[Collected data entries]
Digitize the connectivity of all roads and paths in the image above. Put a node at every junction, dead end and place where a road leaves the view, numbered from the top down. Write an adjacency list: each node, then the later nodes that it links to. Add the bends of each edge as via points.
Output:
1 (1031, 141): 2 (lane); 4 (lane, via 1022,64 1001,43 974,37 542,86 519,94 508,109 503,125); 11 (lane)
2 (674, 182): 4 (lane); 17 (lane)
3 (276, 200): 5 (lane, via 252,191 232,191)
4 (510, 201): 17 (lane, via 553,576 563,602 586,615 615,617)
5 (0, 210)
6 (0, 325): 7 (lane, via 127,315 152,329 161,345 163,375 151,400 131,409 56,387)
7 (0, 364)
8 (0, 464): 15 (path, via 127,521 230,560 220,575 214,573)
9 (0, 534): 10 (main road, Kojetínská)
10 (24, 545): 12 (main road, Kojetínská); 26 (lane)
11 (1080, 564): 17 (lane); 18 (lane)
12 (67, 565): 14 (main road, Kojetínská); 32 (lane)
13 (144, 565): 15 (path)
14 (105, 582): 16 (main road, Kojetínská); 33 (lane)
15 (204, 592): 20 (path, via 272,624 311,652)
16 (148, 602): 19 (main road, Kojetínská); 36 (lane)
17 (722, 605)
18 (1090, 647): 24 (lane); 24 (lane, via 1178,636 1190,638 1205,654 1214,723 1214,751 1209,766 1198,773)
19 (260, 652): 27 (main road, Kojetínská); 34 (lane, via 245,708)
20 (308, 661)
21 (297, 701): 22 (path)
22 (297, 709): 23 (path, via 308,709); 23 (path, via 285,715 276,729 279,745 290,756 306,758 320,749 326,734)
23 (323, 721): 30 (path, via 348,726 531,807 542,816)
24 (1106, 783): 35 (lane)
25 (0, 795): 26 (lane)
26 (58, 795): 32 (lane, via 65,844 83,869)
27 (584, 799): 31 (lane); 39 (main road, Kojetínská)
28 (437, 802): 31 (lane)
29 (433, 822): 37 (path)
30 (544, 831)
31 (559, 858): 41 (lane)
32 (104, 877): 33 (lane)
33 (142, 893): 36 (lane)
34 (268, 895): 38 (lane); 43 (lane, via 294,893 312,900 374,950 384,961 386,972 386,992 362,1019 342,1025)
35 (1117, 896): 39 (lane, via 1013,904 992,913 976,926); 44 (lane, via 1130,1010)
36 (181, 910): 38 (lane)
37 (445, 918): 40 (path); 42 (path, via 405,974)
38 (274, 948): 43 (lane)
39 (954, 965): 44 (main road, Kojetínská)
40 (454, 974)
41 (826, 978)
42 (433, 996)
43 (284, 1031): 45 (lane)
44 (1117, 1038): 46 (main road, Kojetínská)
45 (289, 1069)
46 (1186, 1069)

EXERCISE GOAL: In how many lines of the data does the string "main" occur? Answer with the number and nothing else.

EXERCISE SOLUTION: 9